Document Frequency Thresholds:
Example: Elasticsearch may skip scoring documents for very common terms if they exceed a certain frequency threshold, as these terms might not be useful for distinguishing relevant documents.
- Document Frequency Thresholds: In some configurations, Elasticsearch can use document frequency thresholds as a way to optimize query performance. This means that terms which appear in an extremely high number of documents (i.e., very common terms) might be skipped or given less weight in the scoring process.
- Relation to IDF: The concept is related to IDF in the sense that both are concerned with the rarity of a term across documents. However, a strict document frequency threshold is a simpler concept — it's a cut-off point, beyond which a term may be considered too common to be useful for distinguishing relevant documents. In contrast, IDF is a continuously varying score that decreases as the document frequency of a term increases.
How the Relevance Scoring is calcualted?
Documents in the Index
- Document 1: "The best coffee shop in town."
- Document 2: "A new coffee shop has opened."
- Document 3: "I love visiting the local bakery and coffee house."
Search Query
- Query: "coffee shop"
Steps in Relevance Scoring
Query Analysis:
- The query "coffee shop" is analyzed and broken down into terms: ["coffee", "shop"].
Term Frequency (TF):
- Document 1: Both "coffee" and "shop" appear once.
- Document 2: Both "coffee" and "shop" appear once.
- Document 3: "coffee" appears once, but "shop" does not appear.

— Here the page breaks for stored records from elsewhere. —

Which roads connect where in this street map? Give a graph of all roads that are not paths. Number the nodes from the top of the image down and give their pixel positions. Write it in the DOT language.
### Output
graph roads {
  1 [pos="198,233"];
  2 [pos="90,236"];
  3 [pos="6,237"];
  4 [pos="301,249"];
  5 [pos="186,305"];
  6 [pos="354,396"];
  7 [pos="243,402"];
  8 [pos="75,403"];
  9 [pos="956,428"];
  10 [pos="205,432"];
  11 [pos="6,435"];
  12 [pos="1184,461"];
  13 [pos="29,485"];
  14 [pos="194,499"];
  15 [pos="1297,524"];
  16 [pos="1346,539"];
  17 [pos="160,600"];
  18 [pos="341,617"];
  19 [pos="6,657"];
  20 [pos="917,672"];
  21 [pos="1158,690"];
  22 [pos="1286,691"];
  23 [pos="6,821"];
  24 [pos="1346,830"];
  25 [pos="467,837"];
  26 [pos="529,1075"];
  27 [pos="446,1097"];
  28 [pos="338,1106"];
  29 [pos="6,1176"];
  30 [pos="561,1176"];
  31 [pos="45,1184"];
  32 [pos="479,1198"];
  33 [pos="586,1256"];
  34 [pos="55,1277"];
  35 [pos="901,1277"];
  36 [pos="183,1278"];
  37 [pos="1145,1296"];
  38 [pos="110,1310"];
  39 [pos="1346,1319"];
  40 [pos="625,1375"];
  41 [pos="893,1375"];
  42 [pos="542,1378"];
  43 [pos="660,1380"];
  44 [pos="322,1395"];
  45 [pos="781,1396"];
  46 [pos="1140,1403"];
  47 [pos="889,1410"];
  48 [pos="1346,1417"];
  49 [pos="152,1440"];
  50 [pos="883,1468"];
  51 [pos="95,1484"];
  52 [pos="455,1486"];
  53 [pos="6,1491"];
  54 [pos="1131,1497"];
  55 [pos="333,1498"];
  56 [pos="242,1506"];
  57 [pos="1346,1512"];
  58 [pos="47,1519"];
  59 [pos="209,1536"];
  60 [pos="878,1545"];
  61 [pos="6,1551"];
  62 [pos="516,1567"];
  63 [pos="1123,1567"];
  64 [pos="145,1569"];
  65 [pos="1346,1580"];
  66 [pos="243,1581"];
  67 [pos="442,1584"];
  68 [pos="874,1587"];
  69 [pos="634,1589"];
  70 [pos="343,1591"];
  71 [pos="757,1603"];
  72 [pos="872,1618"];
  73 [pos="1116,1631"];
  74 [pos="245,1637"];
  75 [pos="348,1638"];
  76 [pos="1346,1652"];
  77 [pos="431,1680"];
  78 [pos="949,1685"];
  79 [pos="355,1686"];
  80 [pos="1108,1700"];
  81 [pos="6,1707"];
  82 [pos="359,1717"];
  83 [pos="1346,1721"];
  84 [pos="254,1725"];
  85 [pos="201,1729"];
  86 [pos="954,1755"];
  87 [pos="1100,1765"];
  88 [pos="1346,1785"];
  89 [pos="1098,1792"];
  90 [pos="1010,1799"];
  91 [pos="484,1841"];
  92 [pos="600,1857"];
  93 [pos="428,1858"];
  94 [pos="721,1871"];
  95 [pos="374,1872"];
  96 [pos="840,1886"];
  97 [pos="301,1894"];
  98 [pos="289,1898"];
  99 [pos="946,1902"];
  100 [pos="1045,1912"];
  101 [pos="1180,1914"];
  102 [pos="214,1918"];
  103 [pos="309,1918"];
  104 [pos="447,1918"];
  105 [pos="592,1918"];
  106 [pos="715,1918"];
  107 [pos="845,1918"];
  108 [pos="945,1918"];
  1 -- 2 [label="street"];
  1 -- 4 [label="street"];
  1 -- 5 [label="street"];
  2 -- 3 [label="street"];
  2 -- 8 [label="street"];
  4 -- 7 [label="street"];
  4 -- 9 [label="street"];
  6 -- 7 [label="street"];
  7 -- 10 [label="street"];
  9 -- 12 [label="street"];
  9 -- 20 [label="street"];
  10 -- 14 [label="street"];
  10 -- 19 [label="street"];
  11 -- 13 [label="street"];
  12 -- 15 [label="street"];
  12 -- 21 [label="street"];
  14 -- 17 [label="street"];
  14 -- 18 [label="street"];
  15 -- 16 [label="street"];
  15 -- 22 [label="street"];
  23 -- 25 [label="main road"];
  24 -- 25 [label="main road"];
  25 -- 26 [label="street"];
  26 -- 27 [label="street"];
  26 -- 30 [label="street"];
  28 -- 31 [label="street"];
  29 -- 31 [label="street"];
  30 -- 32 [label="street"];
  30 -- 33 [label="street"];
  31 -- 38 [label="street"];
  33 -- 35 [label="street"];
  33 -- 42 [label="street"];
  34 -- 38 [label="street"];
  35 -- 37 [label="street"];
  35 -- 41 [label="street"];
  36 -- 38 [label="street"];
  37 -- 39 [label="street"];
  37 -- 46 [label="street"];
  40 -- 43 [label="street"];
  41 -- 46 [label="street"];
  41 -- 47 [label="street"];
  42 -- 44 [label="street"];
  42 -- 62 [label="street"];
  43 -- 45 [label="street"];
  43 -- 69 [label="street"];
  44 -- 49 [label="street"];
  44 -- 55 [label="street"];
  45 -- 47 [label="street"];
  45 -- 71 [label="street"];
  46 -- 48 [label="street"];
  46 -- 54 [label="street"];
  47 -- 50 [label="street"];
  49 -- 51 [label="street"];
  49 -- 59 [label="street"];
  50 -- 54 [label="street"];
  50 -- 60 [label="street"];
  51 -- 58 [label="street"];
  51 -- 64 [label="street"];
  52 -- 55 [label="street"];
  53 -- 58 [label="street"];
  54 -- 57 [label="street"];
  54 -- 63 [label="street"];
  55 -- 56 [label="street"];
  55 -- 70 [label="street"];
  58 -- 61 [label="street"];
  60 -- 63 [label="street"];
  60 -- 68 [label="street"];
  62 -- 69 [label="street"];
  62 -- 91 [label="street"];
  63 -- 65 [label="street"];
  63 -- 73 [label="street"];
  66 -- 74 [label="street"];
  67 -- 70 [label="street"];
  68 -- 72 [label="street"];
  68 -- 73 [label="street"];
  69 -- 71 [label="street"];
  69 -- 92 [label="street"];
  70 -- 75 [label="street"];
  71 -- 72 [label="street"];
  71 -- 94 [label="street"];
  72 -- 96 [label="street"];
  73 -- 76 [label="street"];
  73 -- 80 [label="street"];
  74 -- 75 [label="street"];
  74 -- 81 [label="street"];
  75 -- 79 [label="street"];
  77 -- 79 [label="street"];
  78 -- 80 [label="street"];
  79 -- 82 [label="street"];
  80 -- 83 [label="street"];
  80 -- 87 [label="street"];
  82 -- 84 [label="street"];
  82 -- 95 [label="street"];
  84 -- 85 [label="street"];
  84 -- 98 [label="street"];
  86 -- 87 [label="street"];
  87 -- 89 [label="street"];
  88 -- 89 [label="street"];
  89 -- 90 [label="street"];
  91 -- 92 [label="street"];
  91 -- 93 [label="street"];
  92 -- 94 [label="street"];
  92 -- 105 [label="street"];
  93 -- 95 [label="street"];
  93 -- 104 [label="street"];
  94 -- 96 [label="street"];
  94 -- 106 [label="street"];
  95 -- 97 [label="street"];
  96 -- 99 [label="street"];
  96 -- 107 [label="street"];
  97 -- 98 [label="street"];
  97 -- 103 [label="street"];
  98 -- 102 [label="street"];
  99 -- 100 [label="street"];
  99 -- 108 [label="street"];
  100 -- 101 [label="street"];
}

Inverse Document Frequency (IDF):
- If "coffee" and "shop" are common in the entire document set, their IDF is lower. If they are rare, their IDF is higher. Assume both terms have a moderate IDF value.
Field-Length Norm:
- Shorter fields are given more weight. Let's assume all documents have similar lengths for simplicity.
Calculating Relevance Score:
- Document 1 and 2: High relevance because they contain both "coffee" and "shop".
- Document 3: Lower relevance as it only contains "coffee".
Example Relevance Score Calculation
Score Calculation (simplified formula):
- Score = TF(term1) * IDF(term1) + TF(term2) * IDF(term2) + ...
For Document 1 and 2:
- Higher score because both terms match and their combined TF-IDF score is higher.
For Document 3:
- Lower score because only one of the terms ("coffee") matches.
Conclusion
- Documents containing both terms of the query ("coffee" and "shop") receive higher scores.
- The exact scoring involves more complex mathematical formulas and additional factors like term proximity, but this example provides a basic understanding.
Note
- This is a simplified explanation. The actual scoring algorithm in Elasticsearch is more complex and includes various other factors and optimizations.
- Elasticsearch's relevance scoring is highly configurable and can be adjusted to suit specific use case requirements.